Величественный рационализм методически-этического образа жизни, которым проникнуто всякое религиозное пророчество, низложил это многобожие в пользу «Едино­го на потребу», а затем перед лицом реальностей внеш­ней и внутренней жизни вынужден был ввести реляти­визм и пойти на те компромиссы, которые нам всем из­вестны из истории христианства.

[726]

Но сегодня это стало религиозными «буднями». Мно­гочисленные древние боги, лишенные своих чар и приняв­шие, следовательно, образ безличных сил, выходят из могил, стремятся завладеть нашей жизнью и вновь на­чинают вести между собой свою вечную борьбу. Но что так трудно современному человеку и труднее всего моло­дому поколению, так это быть вровень с этими буднями. "Всякая погоня за «переживаниями» вырастает из данной слабости. Ибо не иметь сил взглянуть в суровое лицо судьбы, судьбы времени, и есть слабость.

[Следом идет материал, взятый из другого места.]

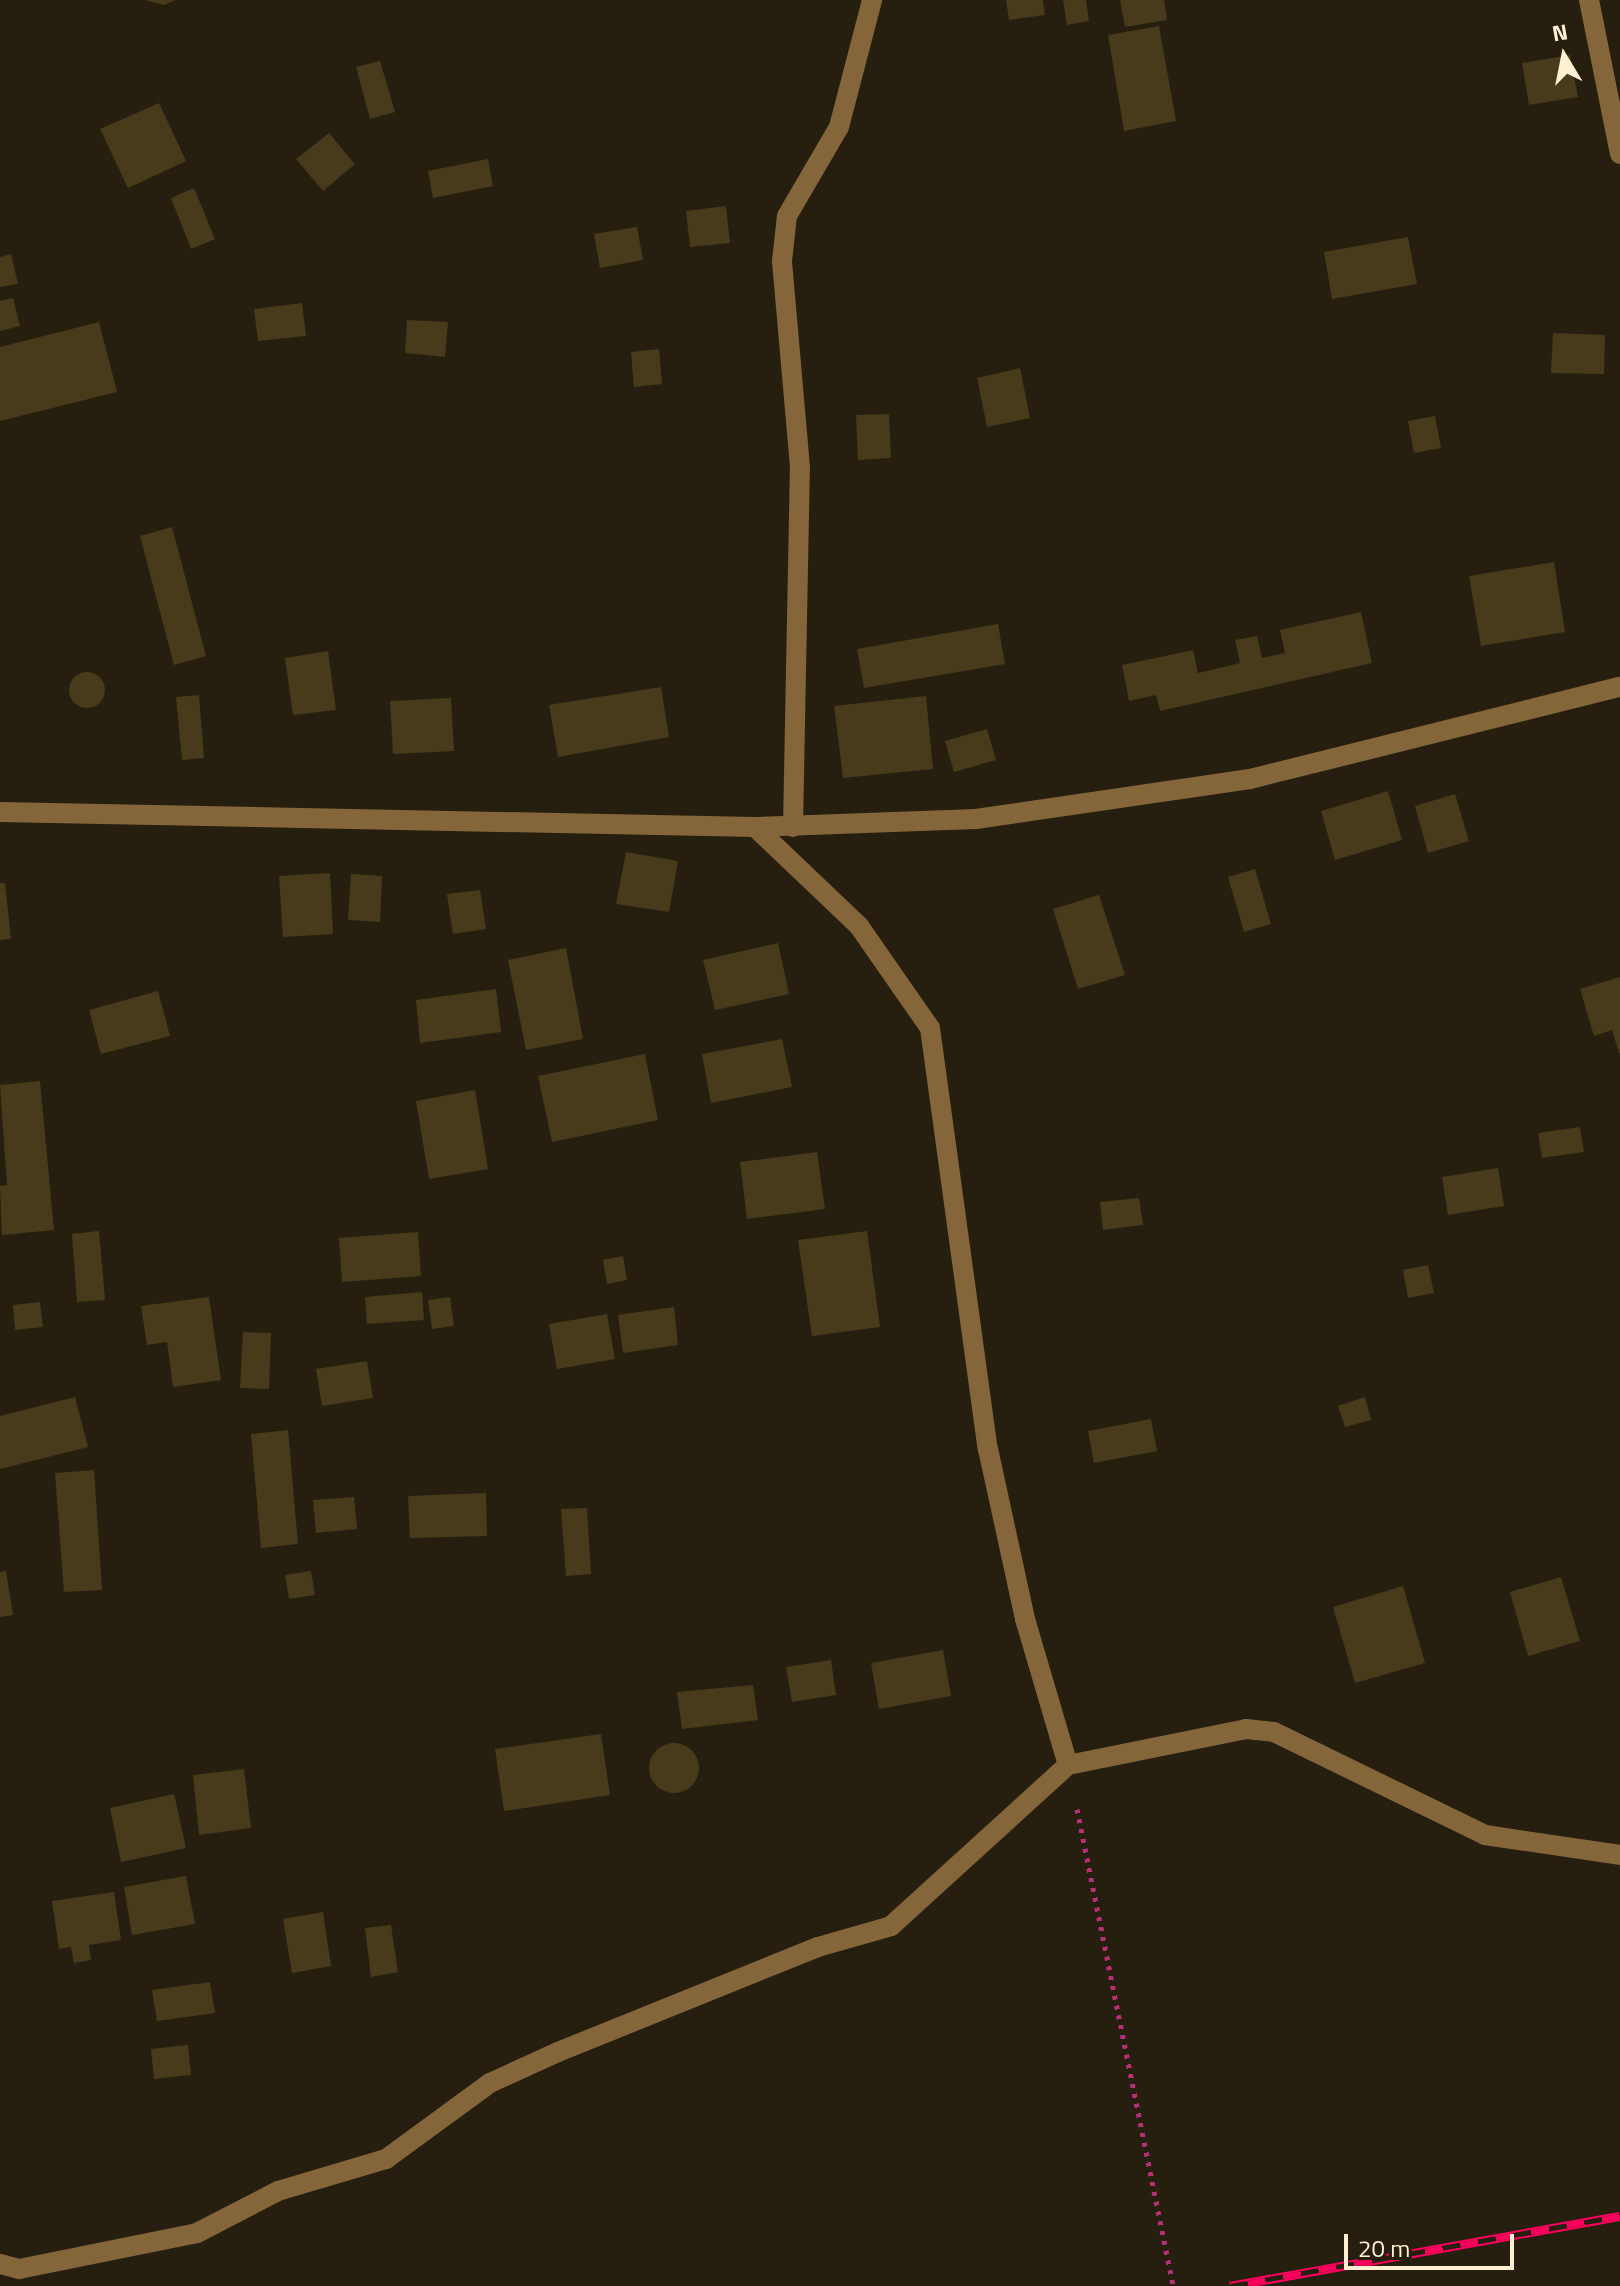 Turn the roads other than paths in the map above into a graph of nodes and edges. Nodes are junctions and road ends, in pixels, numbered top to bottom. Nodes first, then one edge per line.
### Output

Однако судьба нашей культуры состоит в том, что мы все отчетливее снова сознаем ее, тогда как в течение тысячелетия, проникнутые величественным пафосом христианской этики, мы не замечали этих сил. Но до­вольно обсуждать вопросы, уводящие нас слишком далеко. Все же среди части нашей молодежи, той части, которая на все это ответила бы: «Да, но мы же идем на лекцию, чтобы пережить нечто большее, чем только анализ и констатацию фактов», ходячим является за­блуждение, заставляющее искать в профессоре не то, что она видит перед собой: вождя, а не учителя. Однако мы поставлены на кафедру только как учителя. Это две разные вещи, в чем можно легко убедиться. В Америке такие вещи часто можно видеть в их грубой первобыт­ности. Американский мальчик учится несравненно мень­ше европейского. Несмотря на невероятно большое число экзаменов, он по самому духу своей учебной жизни еще не стал тем абсолютным «человеком экзамена», как мальчик-немец. Ибо бюрократия, которой нужен диплом, фиксирующий результаты экзамена и служащий входным билетом в мир человеческой карьеры, там еще только зарождается. Молодой американец не испытывает почтения ни перед чем и ни перед кем: ни перед тра­дицией, ни перед службой, он уважает только собствен­ную личную заслугу — вот это американец и называет «демократией». Как бы искаженно ни выступала реаль­ность по отношению к такому идейному содержанию, • идейное содержание именно таково, и об этом здесь идет речь. О своем учителе американский юноша имеет вполне определенное представление: за деньги моего отца он продает мне свои знания и методические прин­ципы точно так же, как торговка овощами продает моей матери капусту. И точка. Впрочем, если учитель, например, футболист, то в этой области он выступает

[727]

в качестве вождя. Но если он таковым (или чем-то подобным в другом виде спорта) не является, то он только учитель и ничего больше, и молодому американцу никогда не придет в голову покупать у него «мировоз­зрение» или правила, которыми следует руководство­ваться в жизни. Конечно, в такой грубой форме мы это отвергаем. Но разве именно в таком, намеренно за­остренном мною способе чувствования не содержится зерно истины?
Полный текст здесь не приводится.